- WORK ITEM
Range to output from the entries below: the line containing "pinky mcp: (361, 345)" through the line containing "ring mcp: (643, 410)". Set it down exactly, ends included, nothing else.

=== GIVEN DATA ===

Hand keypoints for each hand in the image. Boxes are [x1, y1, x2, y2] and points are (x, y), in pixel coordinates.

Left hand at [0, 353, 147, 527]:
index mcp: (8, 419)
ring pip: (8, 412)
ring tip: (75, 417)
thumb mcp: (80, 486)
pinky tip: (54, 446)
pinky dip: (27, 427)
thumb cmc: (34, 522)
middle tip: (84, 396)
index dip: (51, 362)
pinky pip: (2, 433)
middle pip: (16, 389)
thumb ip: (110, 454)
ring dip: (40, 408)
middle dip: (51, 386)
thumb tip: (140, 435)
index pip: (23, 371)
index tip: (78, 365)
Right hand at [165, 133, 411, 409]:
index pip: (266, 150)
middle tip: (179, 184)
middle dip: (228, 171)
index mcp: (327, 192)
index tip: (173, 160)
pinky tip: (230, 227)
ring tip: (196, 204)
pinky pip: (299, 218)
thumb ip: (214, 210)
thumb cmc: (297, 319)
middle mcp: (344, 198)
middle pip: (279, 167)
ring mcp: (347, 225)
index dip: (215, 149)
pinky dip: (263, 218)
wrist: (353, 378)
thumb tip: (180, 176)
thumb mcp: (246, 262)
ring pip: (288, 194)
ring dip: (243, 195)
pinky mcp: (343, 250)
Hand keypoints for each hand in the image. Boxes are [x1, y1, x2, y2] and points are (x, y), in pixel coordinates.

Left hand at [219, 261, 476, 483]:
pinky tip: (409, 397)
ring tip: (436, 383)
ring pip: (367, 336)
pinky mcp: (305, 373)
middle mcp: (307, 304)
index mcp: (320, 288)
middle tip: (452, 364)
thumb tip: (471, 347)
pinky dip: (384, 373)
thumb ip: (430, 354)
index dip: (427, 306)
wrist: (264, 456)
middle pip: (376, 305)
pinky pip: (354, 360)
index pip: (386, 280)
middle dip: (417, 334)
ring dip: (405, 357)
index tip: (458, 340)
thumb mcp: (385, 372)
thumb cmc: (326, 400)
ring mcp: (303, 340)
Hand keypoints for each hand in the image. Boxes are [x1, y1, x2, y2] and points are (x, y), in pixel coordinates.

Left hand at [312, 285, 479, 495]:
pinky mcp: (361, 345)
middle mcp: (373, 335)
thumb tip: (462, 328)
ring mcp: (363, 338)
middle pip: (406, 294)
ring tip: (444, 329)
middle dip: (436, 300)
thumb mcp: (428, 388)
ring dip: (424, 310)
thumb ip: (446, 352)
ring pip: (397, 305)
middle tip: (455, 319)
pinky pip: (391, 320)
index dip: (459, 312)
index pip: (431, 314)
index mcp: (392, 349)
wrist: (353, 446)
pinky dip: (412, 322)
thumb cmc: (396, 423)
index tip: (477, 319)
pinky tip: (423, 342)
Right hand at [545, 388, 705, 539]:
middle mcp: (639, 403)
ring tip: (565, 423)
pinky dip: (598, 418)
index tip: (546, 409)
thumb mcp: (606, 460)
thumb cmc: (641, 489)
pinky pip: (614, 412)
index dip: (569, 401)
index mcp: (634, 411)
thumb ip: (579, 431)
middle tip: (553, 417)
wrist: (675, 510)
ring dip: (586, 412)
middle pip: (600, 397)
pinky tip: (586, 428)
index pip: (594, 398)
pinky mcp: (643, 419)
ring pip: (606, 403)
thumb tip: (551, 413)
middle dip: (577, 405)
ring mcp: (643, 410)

===
=== GIVEN DATA ===

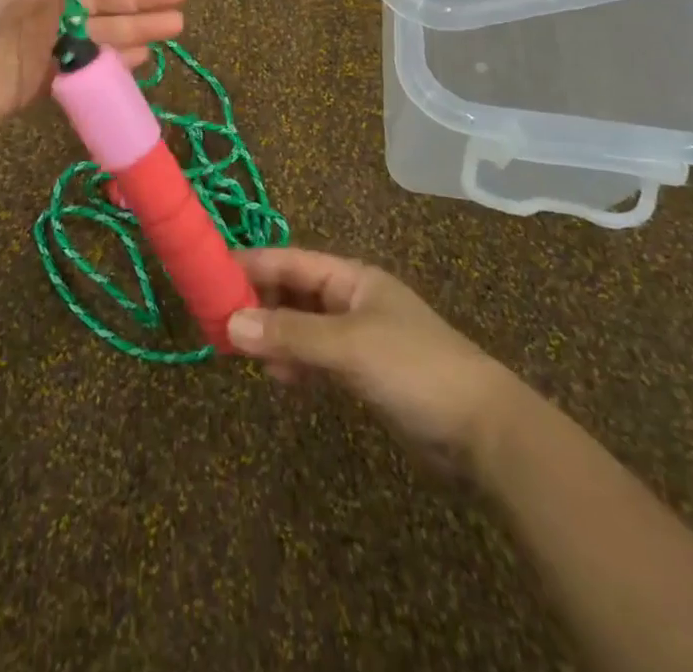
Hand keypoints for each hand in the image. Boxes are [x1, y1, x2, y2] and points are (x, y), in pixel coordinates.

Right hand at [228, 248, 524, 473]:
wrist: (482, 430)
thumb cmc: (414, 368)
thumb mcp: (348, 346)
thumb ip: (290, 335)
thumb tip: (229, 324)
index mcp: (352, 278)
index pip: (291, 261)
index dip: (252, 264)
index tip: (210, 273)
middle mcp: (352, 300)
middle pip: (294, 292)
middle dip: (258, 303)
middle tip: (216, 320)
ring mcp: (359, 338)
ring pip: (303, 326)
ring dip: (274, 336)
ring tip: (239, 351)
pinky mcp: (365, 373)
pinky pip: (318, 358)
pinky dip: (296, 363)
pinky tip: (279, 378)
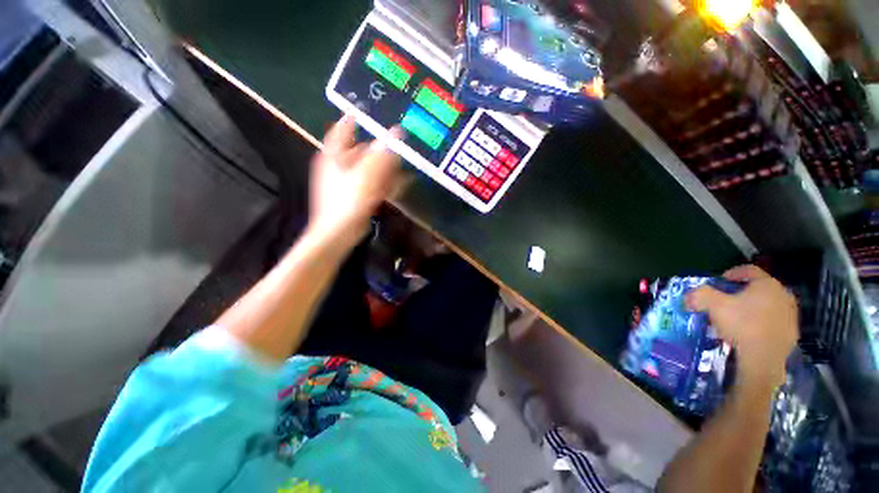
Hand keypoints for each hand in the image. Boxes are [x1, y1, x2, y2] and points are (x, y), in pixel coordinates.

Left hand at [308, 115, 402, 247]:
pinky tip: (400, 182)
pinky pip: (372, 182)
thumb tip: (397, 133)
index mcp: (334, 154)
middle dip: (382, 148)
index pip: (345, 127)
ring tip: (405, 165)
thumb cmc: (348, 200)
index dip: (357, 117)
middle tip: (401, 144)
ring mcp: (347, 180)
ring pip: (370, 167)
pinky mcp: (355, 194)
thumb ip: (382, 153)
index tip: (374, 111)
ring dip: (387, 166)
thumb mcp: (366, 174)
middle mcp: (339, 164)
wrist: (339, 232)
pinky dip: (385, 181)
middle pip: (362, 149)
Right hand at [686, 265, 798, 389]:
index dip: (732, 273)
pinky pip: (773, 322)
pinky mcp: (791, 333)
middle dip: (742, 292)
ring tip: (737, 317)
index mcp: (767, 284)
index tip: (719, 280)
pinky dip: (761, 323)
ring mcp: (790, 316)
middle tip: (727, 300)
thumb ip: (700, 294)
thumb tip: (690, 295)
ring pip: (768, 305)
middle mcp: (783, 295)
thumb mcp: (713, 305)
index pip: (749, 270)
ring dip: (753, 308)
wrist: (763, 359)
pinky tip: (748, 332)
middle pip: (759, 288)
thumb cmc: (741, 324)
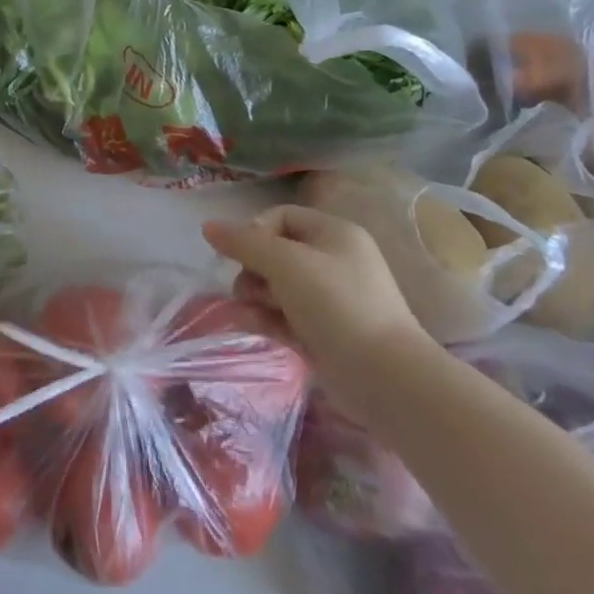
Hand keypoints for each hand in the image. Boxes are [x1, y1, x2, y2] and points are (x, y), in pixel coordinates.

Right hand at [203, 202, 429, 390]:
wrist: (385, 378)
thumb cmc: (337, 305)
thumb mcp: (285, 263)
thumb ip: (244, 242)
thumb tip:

===

- RESPONSE FOR THIS EXERCISE
pinky mcp: (361, 345)
middle mcp: (373, 335)
thumb tip: (462, 328)
ring mcp: (363, 338)
middle pip: (406, 294)
ring tip: (444, 329)
middle dip: (436, 300)
thumb mcp: (428, 388)
ring dip: (424, 310)
thumb ip: (446, 352)
ring pip: (397, 305)
middle tip: (455, 319)
pinky pip: (391, 320)
index dip: (459, 312)
index pip: (431, 314)
index mcp: (392, 349)
wrist: (353, 446)
pinky dip: (412, 322)
thumb cmc: (396, 423)
index tip: (477, 319)
pinky tip: (423, 342)
Right hand at [545, 388, 705, 539]:
middle mcp: (639, 403)
ring tip: (565, 423)
pinky dip: (598, 418)
index tip: (546, 409)
thumb mcp: (606, 460)
thumb cmc: (641, 489)
pinky pip: (614, 412)
index dip: (569, 401)
index mcp: (634, 411)
thumb ip: (579, 431)
middle tip: (553, 417)
wrist: (675, 510)
ring dip: (586, 412)
middle pip: (600, 397)
pinky tip: (586, 428)
index pip: (594, 398)
pinky mcp: (643, 419)
ring pip: (606, 403)
thumb tip: (551, 413)
middle dip: (577, 405)
ring mcp: (643, 410)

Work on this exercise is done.